> [Work request] How many lines in the records below contain the word "JUNDIAÍ"? Reply with the number alone.

> [Listed entries]
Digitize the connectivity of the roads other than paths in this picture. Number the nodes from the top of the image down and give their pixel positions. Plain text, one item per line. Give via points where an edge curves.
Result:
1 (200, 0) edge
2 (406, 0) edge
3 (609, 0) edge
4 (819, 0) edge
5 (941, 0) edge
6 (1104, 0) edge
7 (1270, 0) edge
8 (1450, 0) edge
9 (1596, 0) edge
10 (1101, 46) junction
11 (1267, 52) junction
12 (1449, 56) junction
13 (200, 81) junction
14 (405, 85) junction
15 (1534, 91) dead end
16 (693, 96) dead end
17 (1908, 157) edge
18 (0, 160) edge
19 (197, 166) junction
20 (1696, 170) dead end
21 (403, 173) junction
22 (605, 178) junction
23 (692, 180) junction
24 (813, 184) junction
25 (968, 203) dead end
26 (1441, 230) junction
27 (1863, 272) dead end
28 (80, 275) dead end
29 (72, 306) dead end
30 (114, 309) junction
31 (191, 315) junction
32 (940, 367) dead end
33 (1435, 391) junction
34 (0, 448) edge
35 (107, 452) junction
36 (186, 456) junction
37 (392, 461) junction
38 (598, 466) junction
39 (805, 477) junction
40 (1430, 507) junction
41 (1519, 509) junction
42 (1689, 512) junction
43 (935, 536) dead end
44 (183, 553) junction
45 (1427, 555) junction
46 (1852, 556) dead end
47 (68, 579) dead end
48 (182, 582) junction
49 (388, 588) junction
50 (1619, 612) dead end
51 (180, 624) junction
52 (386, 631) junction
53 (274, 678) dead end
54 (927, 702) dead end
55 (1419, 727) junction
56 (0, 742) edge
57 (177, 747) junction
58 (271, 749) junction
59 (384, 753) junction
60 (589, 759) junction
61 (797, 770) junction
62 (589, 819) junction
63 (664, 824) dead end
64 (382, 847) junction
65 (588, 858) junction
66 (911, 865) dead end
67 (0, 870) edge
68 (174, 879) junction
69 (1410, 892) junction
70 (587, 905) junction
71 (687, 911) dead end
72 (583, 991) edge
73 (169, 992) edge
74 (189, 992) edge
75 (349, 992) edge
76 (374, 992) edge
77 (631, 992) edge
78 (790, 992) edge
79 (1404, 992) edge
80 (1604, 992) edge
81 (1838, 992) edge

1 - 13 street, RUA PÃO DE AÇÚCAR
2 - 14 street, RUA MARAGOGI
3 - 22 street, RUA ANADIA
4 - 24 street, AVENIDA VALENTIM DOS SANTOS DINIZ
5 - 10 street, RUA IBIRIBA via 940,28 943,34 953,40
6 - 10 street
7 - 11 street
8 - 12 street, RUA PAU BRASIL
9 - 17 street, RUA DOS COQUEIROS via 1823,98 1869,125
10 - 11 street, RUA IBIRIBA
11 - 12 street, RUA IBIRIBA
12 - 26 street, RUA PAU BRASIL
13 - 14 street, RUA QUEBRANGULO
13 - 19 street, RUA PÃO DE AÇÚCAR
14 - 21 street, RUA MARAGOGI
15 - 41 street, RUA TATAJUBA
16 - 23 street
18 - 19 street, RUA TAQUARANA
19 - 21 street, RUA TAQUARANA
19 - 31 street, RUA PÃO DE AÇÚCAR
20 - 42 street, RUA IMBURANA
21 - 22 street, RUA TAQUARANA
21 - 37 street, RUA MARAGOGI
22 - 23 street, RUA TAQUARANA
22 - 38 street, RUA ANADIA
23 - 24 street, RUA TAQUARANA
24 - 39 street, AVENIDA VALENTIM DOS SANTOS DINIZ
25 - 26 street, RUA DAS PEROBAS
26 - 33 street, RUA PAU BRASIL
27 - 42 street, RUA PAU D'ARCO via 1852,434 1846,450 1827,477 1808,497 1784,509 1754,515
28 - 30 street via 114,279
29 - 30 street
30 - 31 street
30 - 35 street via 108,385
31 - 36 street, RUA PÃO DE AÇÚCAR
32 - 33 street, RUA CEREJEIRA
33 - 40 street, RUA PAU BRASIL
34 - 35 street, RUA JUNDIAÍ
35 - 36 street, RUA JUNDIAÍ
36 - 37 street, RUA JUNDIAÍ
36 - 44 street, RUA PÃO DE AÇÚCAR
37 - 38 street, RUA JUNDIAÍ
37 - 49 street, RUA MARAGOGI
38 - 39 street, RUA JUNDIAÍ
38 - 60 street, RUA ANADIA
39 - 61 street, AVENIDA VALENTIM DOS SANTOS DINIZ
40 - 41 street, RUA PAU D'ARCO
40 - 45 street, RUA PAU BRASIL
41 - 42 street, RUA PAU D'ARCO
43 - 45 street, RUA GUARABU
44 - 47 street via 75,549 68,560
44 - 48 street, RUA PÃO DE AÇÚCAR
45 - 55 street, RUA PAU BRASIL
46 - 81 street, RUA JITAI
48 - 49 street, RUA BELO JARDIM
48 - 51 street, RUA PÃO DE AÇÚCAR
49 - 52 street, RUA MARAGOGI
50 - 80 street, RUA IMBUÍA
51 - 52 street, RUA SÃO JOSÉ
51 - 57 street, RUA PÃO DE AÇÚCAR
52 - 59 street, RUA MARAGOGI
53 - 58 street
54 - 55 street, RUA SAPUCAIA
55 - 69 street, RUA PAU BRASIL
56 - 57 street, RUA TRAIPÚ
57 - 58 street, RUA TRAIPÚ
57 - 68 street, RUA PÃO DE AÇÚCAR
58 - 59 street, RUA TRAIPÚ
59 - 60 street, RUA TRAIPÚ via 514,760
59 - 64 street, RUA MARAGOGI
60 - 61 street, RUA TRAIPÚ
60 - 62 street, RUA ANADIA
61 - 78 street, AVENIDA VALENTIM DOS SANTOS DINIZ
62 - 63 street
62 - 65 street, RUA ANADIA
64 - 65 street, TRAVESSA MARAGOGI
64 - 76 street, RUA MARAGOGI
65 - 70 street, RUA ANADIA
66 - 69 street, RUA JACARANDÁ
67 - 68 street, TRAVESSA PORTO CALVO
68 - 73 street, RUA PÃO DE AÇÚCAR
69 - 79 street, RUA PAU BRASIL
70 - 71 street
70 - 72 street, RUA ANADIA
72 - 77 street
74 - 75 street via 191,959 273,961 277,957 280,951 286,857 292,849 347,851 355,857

> [Solution to this task] 5